Además del grupo de Chaudhari, el grupo del neurocientífico estadounidense Charles Zuker (Investigador Médico Howard Hughes / Universidad de Columbia, Nueva York) y el genetista Nicolas Ryba (Instituto Nacional de Investigación Dental y Craneofacial en Bethesda, Maryland) se distinguieron en la detección de receptores gustativos. En primer lugar, en el año 2000, detectaron receptores para el sabor amargo, a los que denominaron T2R* (obs. 4) (CHANDRASHEKAR et al., 2000). En 2001, el mismo grupo identificó los receptores para el sabor dulce (T1R2 y T1R3), tanto para los azúcares presentes de forma natural en los alimentos como para los edulcorantes. Además, en 2002, también lograron identificar otros receptores responsables de la sensación gustativa umami, T1R1 y T1R3 (NELSON et al., 2002; CHAUDARI & ROPER, 2010).
La ciencia puede desmentir muchos mitos que aún circulan en noticias y libros de texto. Por lo tanto, debemos estar siempre al tanto de los últimos avances…
Puede encontrar más detalles sobre los receptores gustativos en el artículo “La Percepción del Gusto”.
Notas
Nota 1: Receptores: proteínas presentes en la membrana de las células/orgánulos que interactúan con sustancias específicas, promoviendo la transducción de señales (reacciones químicas dentro de la célula), lo que resulta en mecanismos de acción específicos.
Nota 2: Feniltiocarbamida (PTC): una proteína presente en algunas verduras de las familias Crucíferas y Gramíneas, que puede resultar muy amarga para algunas personas e insípida para otras.
Nota 3: Receptores metabotrópicos: Estos receptores están asociados a moléculas de señalización, conocidas como proteínas G o segundos mensajeros, responsables de desencadenar una secuencia de eventos bioquímicos que, en el caso de los sabores, pueden activar las neuronas para su identificación.
Nota 4: El término “TR” proviene del término inglés “taste receptor”; los números corresponden a las clasificaciones para identificar cada receptor.
Referencias
- TRIVEDI, B.P. The finer points of taste. Nature outlook 2012; 486 (7403): S2-S3.
- FOX, A.L. The Relationship between Chemical Constitution and Taste. Proc Natl Acad Sci U S A 1932;18(1):115-20.
- SNYDER, L. H. Inherited taste deficiency. Science 1931; 74: 151–152.
- WOODING, S. Phenylthiocarbamide: A 75-Year Adventure in Genetics and Natural Selection. Genetics 2006; 172: 2015–2023.

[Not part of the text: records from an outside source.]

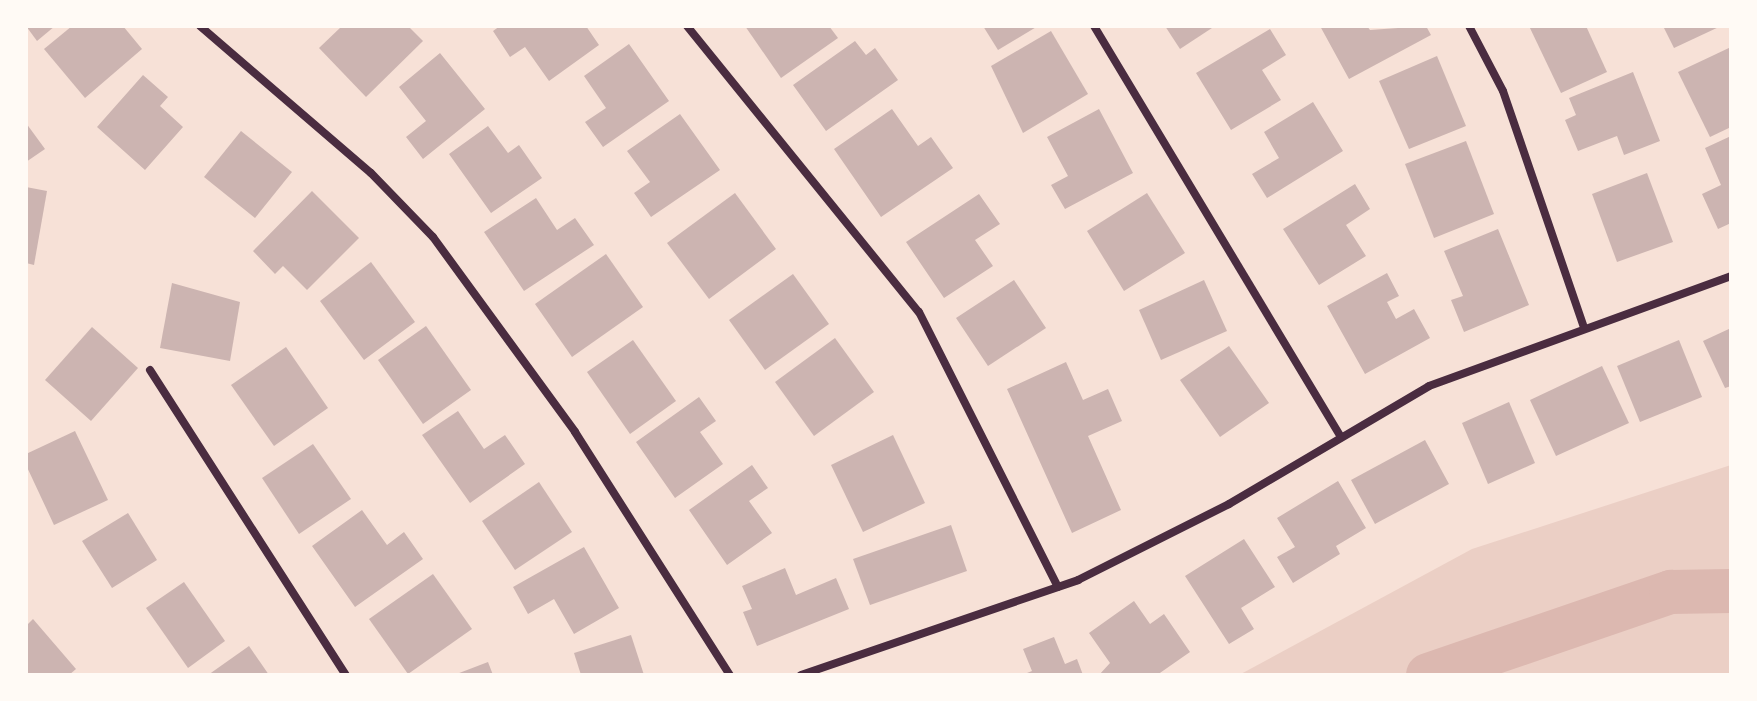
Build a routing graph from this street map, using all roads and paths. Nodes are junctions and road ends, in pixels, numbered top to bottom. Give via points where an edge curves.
1 (200, 26) edge
2 (687, 26) edge
3 (1094, 26) edge
4 (1469, 26) edge
5 (1731, 276) edge
6 (1584, 327) junction
7 (150, 370) dead end
8 (1341, 437) junction
9 (1058, 587) junction
10 (346, 675) edge
11 (730, 675) edge
12 (801, 675) edge

1 - 11 street via 371,173 433,237 575,432
2 - 9 street via 919,312
3 - 8 street
4 - 6 street via 1503,91
5 - 6 street
6 - 8 street via 1429,386
7 - 10 street
8 - 9 street via 1229,504
9 - 12 street

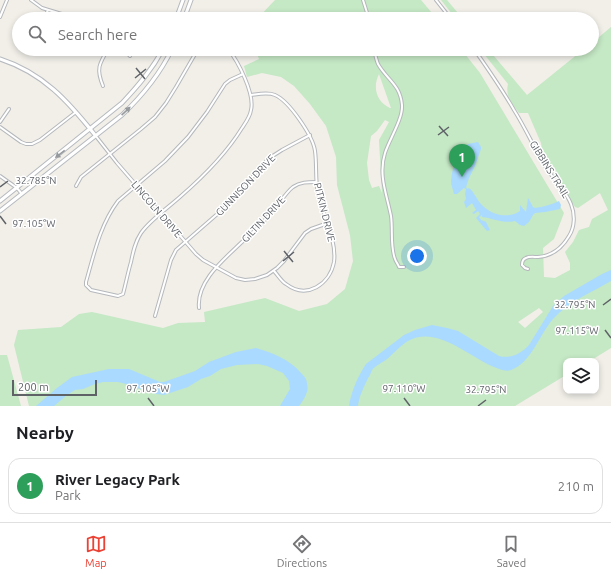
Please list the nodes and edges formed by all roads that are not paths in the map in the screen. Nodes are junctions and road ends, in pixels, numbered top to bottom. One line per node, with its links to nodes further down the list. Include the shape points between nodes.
1 (7, 0): 13 (street)
2 (31, 0): 7 (street)
3 (183, 0): 9 (main road)
4 (191, 0): 10 (main road)
5 (363, 0): 11 (street)
6 (436, 0): 12 (street)
7 (48, 10): 8 (street)
8 (54, 12)
9 (179, 12)
10 (187, 12)
11 (367, 12)
12 (445, 12)
13 (0, 17)
14 (104, 56): 23 (street, via 99,68)
15 (159, 56): 29 (main road, via 138,87)
16 (168, 56): 30 (main road, one-way to 16, via 122,115 139,98)
17 (194, 56): 32 (street, via 180,82 155,116)
18 (234, 56): 22 (street)
19 (376, 56): 44 (street, via 378,63 401,96 402,108 398,123 384,154 383,181 391,216 394,258 400,267)
20 (479, 56): 46 (street, GIBBINS TRAIL, via 514,110 546,168 572,204 574,217 571,234 562,246 549,255 524,259 522,265)
21 (0, 59): 26 (main road, LINCOLN DRIVE, via 22,68 46,83)
22 (243, 74): 24 (street); 36 (street, via 225,84 188,137)
23 (103, 86)
24 (251, 95): 31 (street, PITKIN DRIVE, via 266,94 283,100); 41 (street, via 249,117 238,135 206,172)
25 (9, 109): 27 (street)
26 (76, 112): 28 (street, via 32,144 21,142); 29 (main road, LINCOLN DRIVE)
27 (0, 122)
28 (0, 127)
29 (91, 129): 30 (main road, LINCOLN DRIVE); 37 (main road, one-way to 37)
30 (95, 135): 32 (street, LINCOLN DRIVE); 38 (main road)
31 (310, 135): 34 (street, PITKIN DRIVE, via 315,150); 43 (street, GUNNISON DRIVE, via 268,159 230,203)
32 (110, 154): 35 (street, via 82,177); 36 (street, LINCOLN DRIVE)
33 (0, 176): 37 (street)
34 (316, 182): 42 (street, PITKIN DRIVE, via 322,210); 45 (street, GILTIN DRIVE, via 302,182 292,188 254,232)
35 (76, 186)
36 (136, 186): 41 (street, LINCOLN DRIVE); 41 (street, via 118,201 107,216 86,282 91,290 118,296 123,294 137,240 145,228)
37 (17, 188): 38 (street); 39 (main road)
38 (22, 194): 40 (main road)
39 (0, 201)
40 (0, 211)
41 (161, 214): 43 (street, LINCOLN DRIVE)
42 (328, 223): 47 (street, LINCOLN DRIVE, via 305,233); 47 (street, PITKIN DRIVE, via 334,262 326,280 313,289 295,289 286,284)
43 (186, 242): 45 (street, LINCOLN DRIVE, via 196,254); 49 (street, GUNNISON DRIVE, via 176,250 171,260)
44 (404, 267)
45 (216, 268): 47 (street, LINCOLN DRIVE, via 245,280 263,277); 48 (street, GILTIN DRIVE, via 200,293)
46 (528, 269)
47 (274, 271)
48 (199, 308)
49 (155, 316)

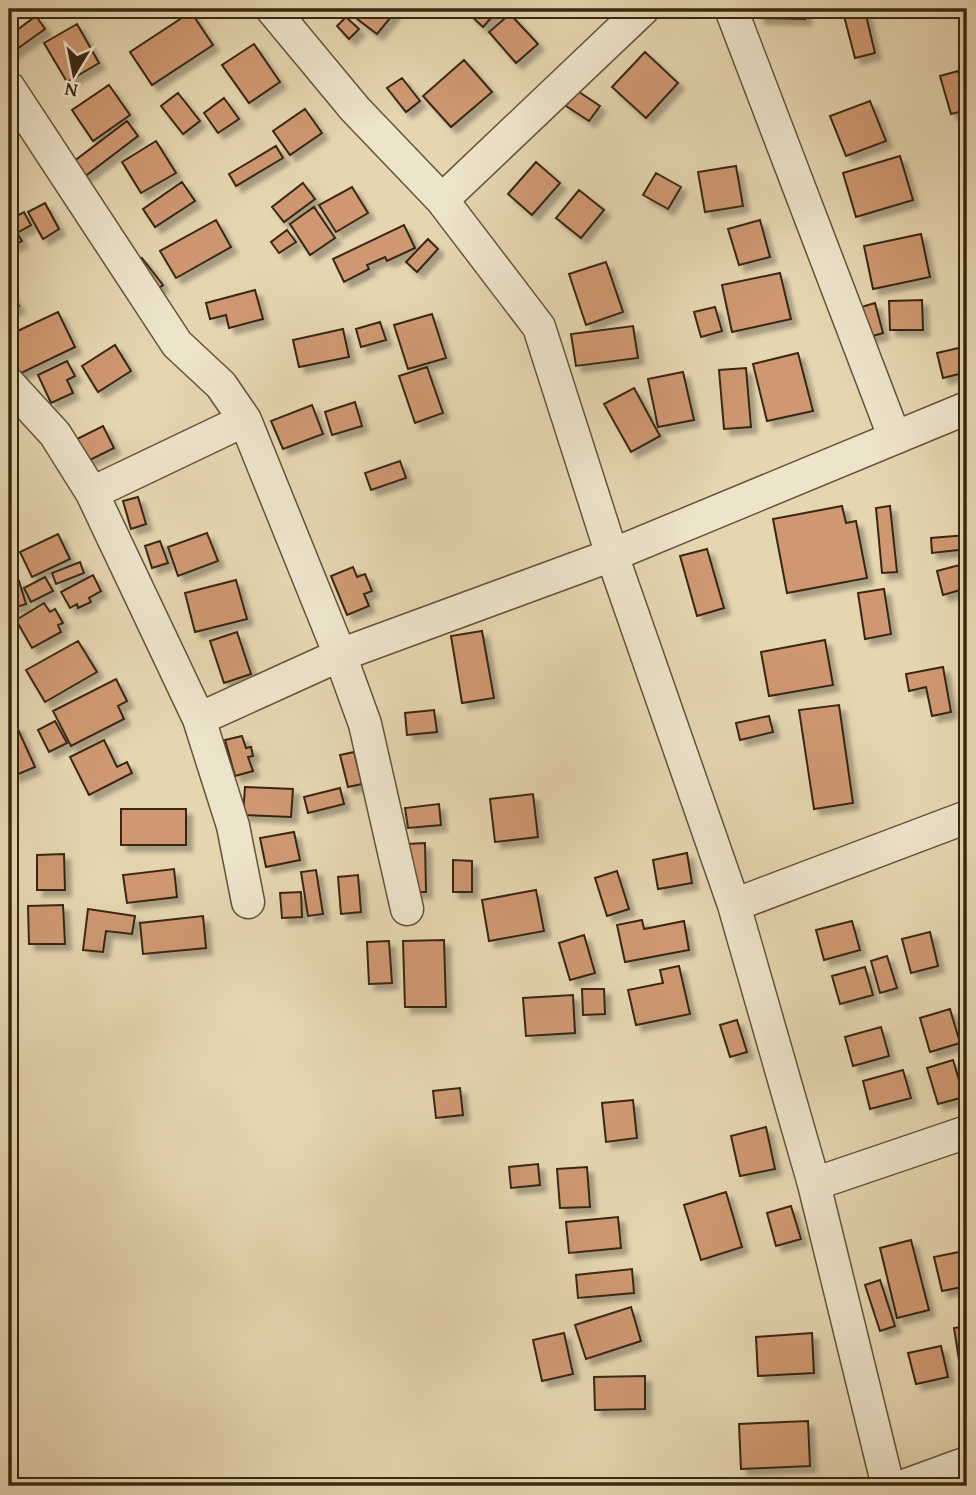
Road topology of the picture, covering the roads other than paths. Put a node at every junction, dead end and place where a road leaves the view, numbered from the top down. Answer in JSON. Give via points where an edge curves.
{"nodes":[{"id":1,"x":272,"y":9,"type":"edge"},
{"id":2,"x":642,"y":9,"type":"edge"},
{"id":3,"x":731,"y":9,"type":"edge"},
{"id":4,"x":9,"y":88,"type":"edge"},
{"id":5,"x":442,"y":200,"type":"junction"},
{"id":6,"x":9,"y":384,"type":"edge"},
{"id":7,"x":967,"y":408,"type":"edge"},
{"id":8,"x":246,"y":420,"type":"junction"},
{"id":9,"x":894,"y":436,"type":"junction"},
{"id":10,"x":92,"y":493,"type":"junction"},
{"id":11,"x":612,"y":555,"type":"junction"},
{"id":12,"x":340,"y":655,"type":"junction"},
{"id":13,"x":199,"y":719,"type":"junction"},
{"id":14,"x":967,"y":817,"type":"edge"},
{"id":15,"x":248,"y":902,"type":"dead end"},
{"id":16,"x":734,"y":905,"type":"junction"},
{"id":17,"x":407,"y":909,"type":"dead end"},
{"id":18,"x":967,"y":1132,"type":"edge"},
{"id":19,"x":814,"y":1184,"type":"junction"},
{"id":20,"x":967,"y":1463,"type":"edge"},
{"id":21,"x":888,"y":1486,"type":"edge"},
{"id":22,"x":904,"y":1486,"type":"edge"}],
"edges":[{"from":1,"to":5,"type":"street","via":[[355,109]]},
{"from":2,"to":5,"type":"street"},
{"from":3,"to":9,"type":"street"},
{"from":4,"to":8,"type":"street","via":[[177,344],[221,385]]},
{"from":5,"to":11,"type":"street","via":[[539,327]]},
{"from":6,"to":10,"type":"street","via":[[55,434]]},
{"from":7,"to":9,"type":"street"},
{"from":8,"to":10,"type":"street"},
{"from":8,"to":12,"type":"street"},
{"from":9,"to":11,"type":"street"},
{"from":10,"to":13,"type":"street"},
{"from":11,"to":12,"type":"street"},
{"from":11,"to":16,"type":"street"},
{"from":12,"to":13,"type":"street"},
{"from":12,"to":17,"type":"street","via":[[365,724]]},
{"from":13,"to":15,"type":"street","via":[[233,826]]},
{"from":14,"to":16,"type":"street"},
{"from":16,"to":19,"type":"street"},
{"from":18,"to":19,"type":"street"},
{"from":19,"to":21,"type":"street"},
{"from":20,"to":22,"type":"street"}]}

- CHAUDHARI, N., YANG, H., LAMP, C., DELAY, E., CARTFORD, C., THAN, T., ROPER, S. The taste of monosodium glutamate: membrane receptors in taste buds. J Neurosci. 1996; 15;16(12):3817-26.
- CHAUDHARI, N., LANDIN, A.M., ROPER, S.D. A metabotropic glutamate receptor variant functions as a taste receptor. Nat Neurosci. 2000; 3(2):113-9.
- CHAUDARI N, ROPER SD. The cell biology of taste. J Cell Biol. 2010; 190(3): 285-96.
- CHANDRASHEKAR J.; MUELLER, K. L.; HOON, M. A.; ADLER, E.; FENG, L.; GUO, W.; ZUKER, C. S.; RYBA, N. J. T2Rs function as bitter taste receptors Cell 2000; 100(6):703-11.
- NELSON, G.; HOON, M.A.; CHANDRASHEKAR, J.; ZHANG, Y.; RYBA, N. J. P.; ZUKER, C.S. Mammalian sweet taste receptors. Cell. 2001, 106 (3): 381-390.